The Companies and Allied Matters Act (CAMA 2020) has enabled the existence of novel forms of corporate organizations such that unlike its predecessor, there can be a company with a single membership[2] or single directorship[3]. The CAMA 2020 has also given a lot of concessions to small companies[4]. As such, it is legal for a startup company to have a single member or a single director. However, the question that follows would be whether it is advisable for a startup to stop at the minimum threshold permitted by the CAMA 2020? The Nigerian Code of Corporate Governance 2018 recognizes that there are various companies of varying sizes and complexities and encourages companies to explain and apply the Code to the peculiarities of their own situation.

Many startups as part of their long term plans, hope to attract foreign investors. Situations in the future may arise that might lead to a corporate restructuring for a start-up company. In a Merger transaction for example, it is of utmost importance for merging companies to conduct due diligence and in so doing, the merging companies are on the lookout for:

  1. The due incorporation of companies
  2. Memorandum and Articles of Association of Companies
  3. Authorised Share Capital and Share Classification and Distribution of Shares among the shareholders
  4. Resolution and Minutes of Meetings
  5. Keeping statutory books and filing statutory returns
  6. Details of Corporate bodies in which the companies own shares
  7. Shareholders Agreement and other similar agreements
  8. Directors of the company and any service contract
  9. Copies of license to do business
  10. Any change in the status of the company
  11. Annual returns and in case of financial institutions, the Statement of Affairs in addition
  12. Corporate properties of the companies, their titles and encumbrances
  13. Disputes, pending litigations involving the companies
  14. Labour issues, collective agreement with labour/employees
  15. Intellectual property and technology ownership and licensing issues
  16. Tax Obligations

From the foregoing, it is obvious that it would be difficult for merging companies to scale through the hurdle of due diligence without the mechanism of Corporate Governance firmly in place.

What then should startups really take into cognizance at the early stages of the company?

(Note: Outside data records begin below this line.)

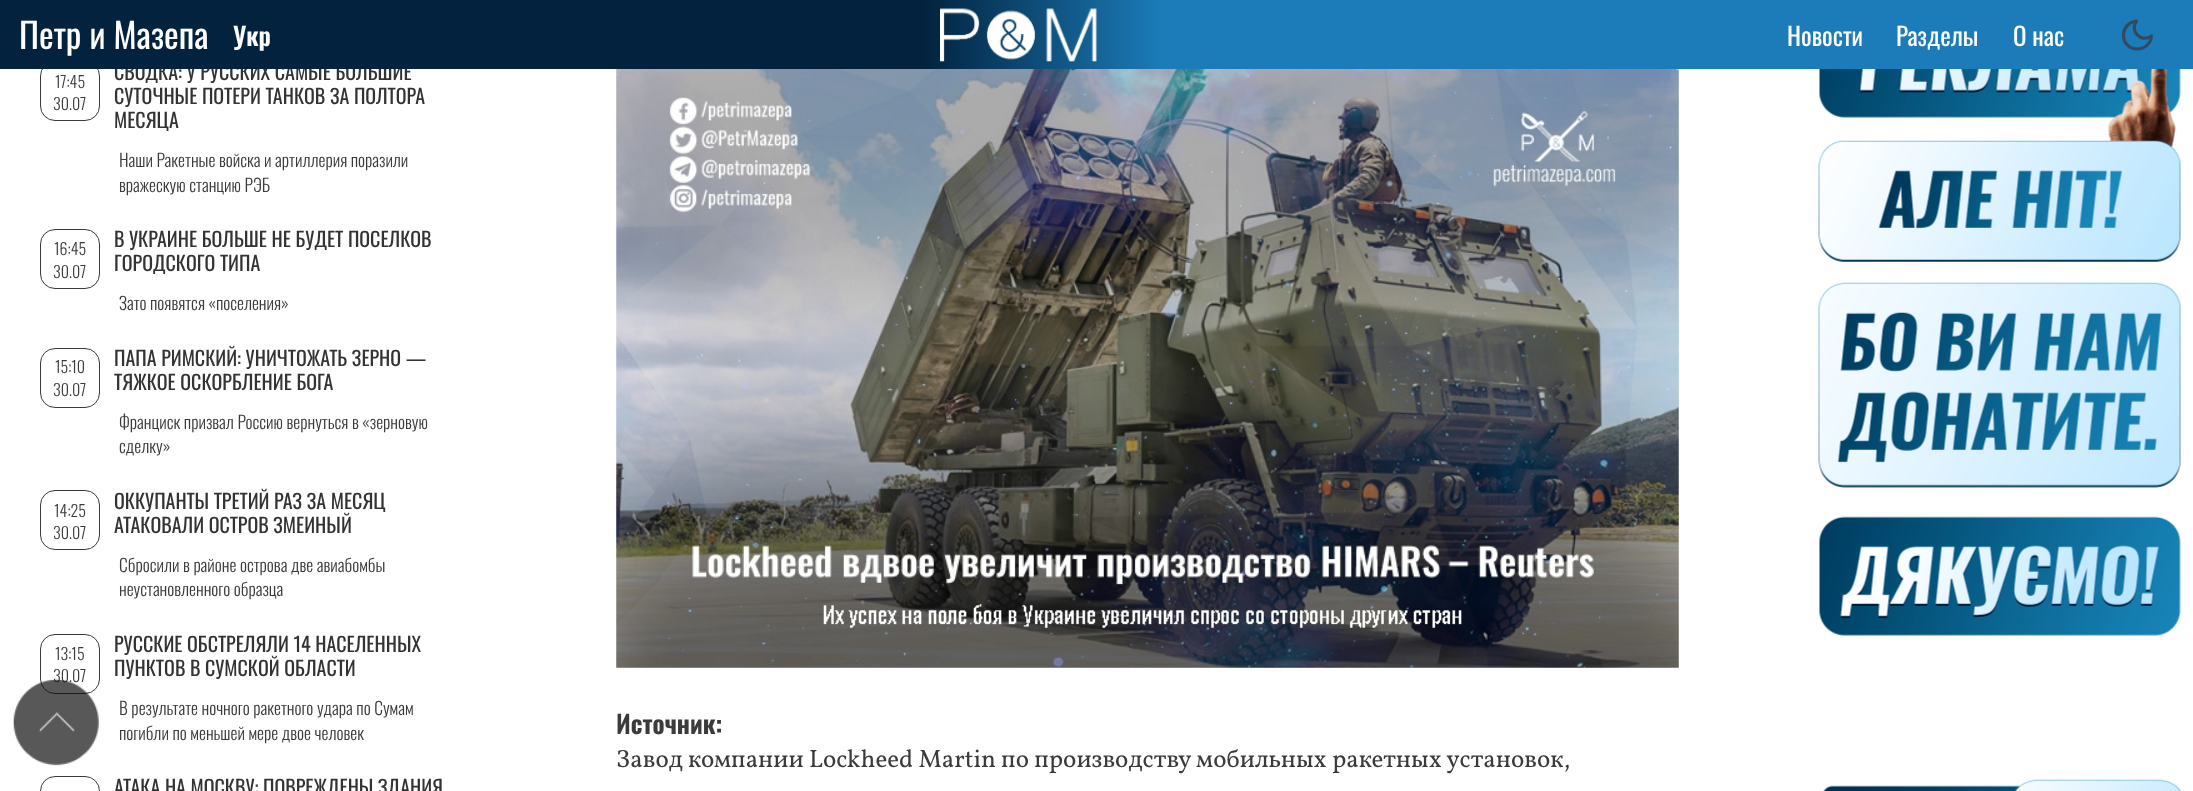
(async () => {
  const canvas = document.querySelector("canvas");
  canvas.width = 2193;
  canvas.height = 791;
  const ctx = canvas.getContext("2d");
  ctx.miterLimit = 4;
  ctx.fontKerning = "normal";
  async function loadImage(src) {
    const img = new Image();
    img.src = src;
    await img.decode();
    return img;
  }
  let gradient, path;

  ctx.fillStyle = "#ffffff";
  ctx.fillRect(0, 0, 2193, 791);
  ctx.beginPath();
  ctx.roundRect(40.5, 61.5, 59, 59, 14.5);
  ctx.strokeStyle = "#3b3b3b";
  ctx.stroke();
  ctx.beginPath();
  ctx.roundRect(40.5, 229.5, 59, 59, 14.5);
  ctx.stroke();
  ctx.beginPath();
  ctx.roundRect(40.5, 348.5, 59, 59, 14.5);
  ctx.stroke();
  ctx.beginPath();
  ctx.roundRect(40.5, 490.5, 59, 59, 14.5);
  ctx.stroke();
  ctx.beginPath();
  ctx.roundRect(40.5, 634.5, 59, 59, 14.5);
  ctx.stroke();
  ctx.beginPath();
  ctx.roundRect(40.5, 776.5, 59, 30, 14.5);
  ctx.stroke();
  ctx.drawImage(await loadImage("img/2.png"), 616, 69, 1063, 599);
  ctx.drawImage(await loadImage("img/3.png"), 1818, 69, 363, 567);
  ctx.drawImage(await loadImage("img/4.png"), 1823, 779, 359, 12);
  ctx.font = "300 16px Oswald";
  ctx.fillStyle = "#3b3b3b";
  ctx.fillText("17:45", 55, 88);
  ctx.fillText("30.07", 53, 110);
  ctx.font = "20px Oswald";
  ctx.fillStyle = "#333333";
  ctx.fillText("СВОДКА: У РУССКИХ САМЫЕ БОЛЬШИЕ", 114, 80);
  gradient = ctx.createLinearGradient(0, 34, 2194, 34);
  gradient.addColorStop(0.42, "#02223e");
  gradient.addColorStop(0.53, "#1b7cb9");
  ctx.fillStyle = gradient;
  ctx.fillRect(0, 0, 2193, 69);
  path = new Path2D("M2151.5 36C2151 43.5 2144.5 49 2137 49C2129.5 49 2123.5 43 2123.5 35.5C2123.5 28 2129 21.5 2136.5 21C2129 31 2141.5 43.5 2151.5 36Z");
  ctx.strokeStyle = "#34495e";
  ctx.lineWidth = 3.1;
  ctx.lineCap = "round";
  ctx.lineJoin = "round";
  ctx.stroke(path);
  ctx.font = "25px Oswald";
  ctx.fillStyle = "#fffeff";
  for (const [text, x, y] of [
    ["О нас", 2013, 46],
    ["Разделы", 1896, 46],
    ["Новости", 1787, 46],
  ]) {
    ctx.fillText(text, x, y);
  }
  ctx.drawImage(await loadImage("img/1.png"), 940, 8, 157, 54);
  ctx.font = "600 25px Oswald";
  ctx.fillText("Укр", 233, 46);
  ctx.font = "35px Oswald";
  ctx.fillText("Петр и Мазепа", 19, 49);
  ctx.font = "20px Oswald";
  ctx.fillStyle = "#333333";
  ctx.fillText("СУТОЧНЫЕ ПОТЕРИ ТАНКОВ ЗА ПОЛТОРА", 114, 104);
  ctx.fillText("МЕСЯЦА", 114, 128);
  ctx.font = "300 17.5px Oswald";
  ctx.fillStyle = "#3b3b3b";
  ctx.fillText("Наши Ракетные войска и артиллерия поразили", 119, 167);
  ctx.fillText("вражескую станцию РЭБ", 119, 192);
  ctx.font = "300 16px Oswald";
  ctx.fillText("16:45", 54, 255);
  ctx.fillText("30.07", 53, 278);
  ctx.font = "20px Oswald";
  ctx.fillStyle = "#333333";
  ctx.fillText("В УКРАИНЕ БОЛЬШЕ НЕ БУДЕТ ПОСЕЛКОВ", 114, 247);
  ctx.fillText("ГОРОДСКОГО ТИПА", 114, 271);
  ctx.font = "300 17.5px Oswald";
  ctx.fillStyle = "#3b3b3b";
  ctx.fillText("Зато появятся «поселения»", 119, 310);
  ctx.font = "300 16px Oswald";
  ctx.fillText("15:10", 55, 373);
  ctx.fillText("30.07", 53, 396);
  ctx.font = "20px Oswald";
  ctx.fillStyle = "#333333";
  ctx.fillText("ПАПА РИМСКИЙ: УНИЧТОЖАТЬ ЗЕРНО —", 114, 366);
  ctx.fillText("ТЯЖКОЕ ОСКОРБЛЕНИЕ БОГА", 114, 390);
  ctx.font = "300 17.5px Oswald";
  ctx.fillStyle = "#3b3b3b";
  ctx.fillText("Франциск призвал Россию вернуться в «зерновую", 119, 429);
  ctx.fillText("сделку»", 119, 453);
  ctx.font = "300 16px Oswald";
  ctx.fillText("14:25", 54, 517);
  ctx.fillText("30.07", 53, 539);
  ctx.font = "20px Oswald";
  ctx.fillStyle = "#333333";
  ctx.fillText("ОККУПАНТЫ ТРЕТИЙ РАЗ ЗА МЕСЯЦ", 114, 509);
  ctx.fillText("АТАКОВАЛИ ОСТРОВ ЗМЕИНЫЙ", 114, 533);
  ctx.font = "300 17.5px Oswald";
  ctx.fillStyle = "#3b3b3b";
  ctx.fillText("Сбросили в районе острова две авиабомбы", 119, 572);
  ctx.fillText("неустановленного образца", 119, 596);
  ctx.font = "300 16px Oswald";
  ctx.fillText("13:15", 55, 660);
  ctx.fillText("30.07", 53, 682);
  ctx.font = "20px Oswald";
  ctx.fillStyle = "#333333";
  ctx.fillText("РУССКИЕ ОБСТРЕЛЯЛИ 14 НАСЕЛЕННЫХ", 114, 652);
  ctx.fillText("ПУНКТОВ В СУМСКОЙ ОБЛАСТИ", 114, 676);
  ctx.font = "300 17.5px Oswald";
  ctx.fillStyle = "#3b3b3b";
  ctx.fillText("В результате ночного ракетного удара по Сумам", 119, 715);
  ctx.fillText("погибли по меньшей мере двое человек", 119, 740);
  ctx.font = "20px Oswald";
  ctx.fillStyle = "#333333";
  ctx.fillText("АТАКА НА МОСКВУ: ПОВРЕЖДЕНЫ ЗДАНИЯ", 114, 795);
  ctx.font = "bold 25px Oswald";
  ctx.fillStyle = "#3b3b3b";
  ctx.fillText("Источник:", 616, 734);
  ctx.wordSpacing = "0.25px";
  ctx.font = "25px Vollkorn";
  ctx.fillText("Завод компании Lockheed Martin по производству мобильных ракетных установок,", 616, 767);
  ctx.drawImage(await loadImage("img/5.png"), 13, 678, 86, 88);
})();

  1. Board of Directors: More often than not, most people just enter the name of family and friends into the section that requests for the information of the first directors at the incorporation of the company. While this is common practice, it is important to know that this is a wrong approach because the Board is very central to corporate governance as it is the highest governing group in a company[5] and therefore requires people that are qualified, willing, available and experienced in the objectives to which the company was incorporated, to form part of the board of directors.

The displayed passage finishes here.